■ **PROBLEM TO SOLVE**:
Write out the entries below once more, exactly.

■ **MATERIAL SUPPLIED**:
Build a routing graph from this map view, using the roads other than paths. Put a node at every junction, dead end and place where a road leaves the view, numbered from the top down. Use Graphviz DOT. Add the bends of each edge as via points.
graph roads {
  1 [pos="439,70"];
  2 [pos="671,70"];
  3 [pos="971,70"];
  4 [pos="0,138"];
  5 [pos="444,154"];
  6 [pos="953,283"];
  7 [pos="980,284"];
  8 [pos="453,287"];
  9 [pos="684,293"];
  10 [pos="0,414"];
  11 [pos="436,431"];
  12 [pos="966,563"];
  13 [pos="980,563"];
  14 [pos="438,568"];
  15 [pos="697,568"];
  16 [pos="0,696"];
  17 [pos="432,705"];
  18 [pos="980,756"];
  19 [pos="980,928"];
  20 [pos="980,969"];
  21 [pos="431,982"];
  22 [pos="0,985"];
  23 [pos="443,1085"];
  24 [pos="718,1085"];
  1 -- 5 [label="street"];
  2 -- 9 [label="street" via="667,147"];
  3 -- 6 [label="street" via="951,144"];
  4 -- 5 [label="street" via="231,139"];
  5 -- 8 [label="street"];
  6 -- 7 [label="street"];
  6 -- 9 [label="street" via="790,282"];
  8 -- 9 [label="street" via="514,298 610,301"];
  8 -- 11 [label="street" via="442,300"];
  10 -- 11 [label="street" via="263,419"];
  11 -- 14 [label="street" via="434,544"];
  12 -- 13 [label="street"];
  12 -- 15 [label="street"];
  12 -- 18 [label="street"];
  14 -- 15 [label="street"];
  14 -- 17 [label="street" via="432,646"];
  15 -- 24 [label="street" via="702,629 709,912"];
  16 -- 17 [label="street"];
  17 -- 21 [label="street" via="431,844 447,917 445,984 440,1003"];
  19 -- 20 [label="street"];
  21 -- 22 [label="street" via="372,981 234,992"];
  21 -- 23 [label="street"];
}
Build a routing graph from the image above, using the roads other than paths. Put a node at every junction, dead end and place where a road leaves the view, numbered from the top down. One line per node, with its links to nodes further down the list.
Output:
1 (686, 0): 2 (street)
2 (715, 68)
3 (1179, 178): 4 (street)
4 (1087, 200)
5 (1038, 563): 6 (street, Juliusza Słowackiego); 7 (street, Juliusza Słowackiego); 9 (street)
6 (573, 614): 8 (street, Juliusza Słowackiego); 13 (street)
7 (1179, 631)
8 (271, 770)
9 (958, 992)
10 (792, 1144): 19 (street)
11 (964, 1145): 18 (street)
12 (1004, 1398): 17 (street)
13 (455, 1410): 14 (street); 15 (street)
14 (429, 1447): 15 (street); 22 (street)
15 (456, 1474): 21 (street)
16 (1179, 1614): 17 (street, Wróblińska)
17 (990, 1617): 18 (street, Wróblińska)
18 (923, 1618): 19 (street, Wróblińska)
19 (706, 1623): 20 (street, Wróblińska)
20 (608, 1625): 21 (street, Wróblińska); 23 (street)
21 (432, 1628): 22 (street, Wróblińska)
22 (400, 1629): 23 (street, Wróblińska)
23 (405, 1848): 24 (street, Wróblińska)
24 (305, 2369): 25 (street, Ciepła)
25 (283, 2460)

■ **ANSWER BOX**:
Build a routing graph from this map view, using the roads other than paths. Put a node at every junction, dead end and place where a road leaves the view, numbered from the top down. Use Graphviz DOT. Add the bends of each edge as via points.
graph roads {
  1 [pos="439,70"];
  2 [pos="671,70"];
  3 [pos="971,70"];
  4 [pos="0,138"];
  5 [pos="444,154"];
  6 [pos="953,283"];
  7 [pos="980,284"];
  8 [pos="453,287"];
  9 [pos="684,293"];
  10 [pos="0,414"];
  11 [pos="436,431"];
  12 [pos="966,563"];
  13 [pos="980,563"];
  14 [pos="438,568"];
  15 [pos="697,568"];
  16 [pos="0,696"];
  17 [pos="432,705"];
  18 [pos="980,756"];
  19 [pos="980,928"];
  20 [pos="980,969"];
  21 [pos="431,982"];
  22 [pos="0,985"];
  23 [pos="443,1085"];
  24 [pos="718,1085"];
  1 -- 5 [label="street"];
  2 -- 9 [label="street" via="667,147"];
  3 -- 6 [label="street" via="951,144"];
  4 -- 5 [label="street" via="231,139"];
  5 -- 8 [label="street"];
  6 -- 7 [label="street"];
  6 -- 9 [label="street" via="790,282"];
  8 -- 9 [label="street" via="514,298 610,301"];
  8 -- 11 [label="street" via="442,300"];
  10 -- 11 [label="street" via="263,419"];
  11 -- 14 [label="street" via="434,544"];
  12 -- 13 [label="street"];
  12 -- 15 [label="street"];
  12 -- 18 [label="street"];
  14 -- 15 [label="street"];
  14 -- 17 [label="street" via="432,646"];
  15 -- 24 [label="street" via="702,629 709,912"];
  16 -- 17 [label="street"];
  17 -- 21 [label="street" via="431,844 447,917 445,984 440,1003"];
  19 -- 20 [label="street"];
  21 -- 22 [label="street" via="372,981 234,992"];
  21 -- 23 [label="street"];
}
Build a routing graph from the image above, using the roads other than paths. Put a node at every junction, dead end and place where a road leaves the view, numbered from the top down. One line per node, with its links to nodes further down the list.
Output:
1 (686, 0): 2 (street)
2 (715, 68)
3 (1179, 178): 4 (street)
4 (1087, 200)
5 (1038, 563): 6 (street, Juliusza Słowackiego); 7 (street, Juliusza Słowackiego); 9 (street)
6 (573, 614): 8 (street, Juliusza Słowackiego); 13 (street)
7 (1179, 631)
8 (271, 770)
9 (958, 992)
10 (792, 1144): 19 (street)
11 (964, 1145): 18 (street)
12 (1004, 1398): 17 (street)
13 (455, 1410): 14 (street); 15 (street)
14 (429, 1447): 15 (street); 22 (street)
15 (456, 1474): 21 (street)
16 (1179, 1614): 17 (street, Wróblińska)
17 (990, 1617): 18 (street, Wróblińska)
18 (923, 1618): 19 (street, Wróblińska)
19 (706, 1623): 20 (street, Wróblińska)
20 (608, 1625): 21 (street, Wróblińska); 23 (street)
21 (432, 1628): 22 (street, Wróblińska)
22 (400, 1629): 23 (street, Wróblińska)
23 (405, 1848): 24 (street, Wróblińska)
24 (305, 2369): 25 (street, Ciepła)
25 (283, 2460)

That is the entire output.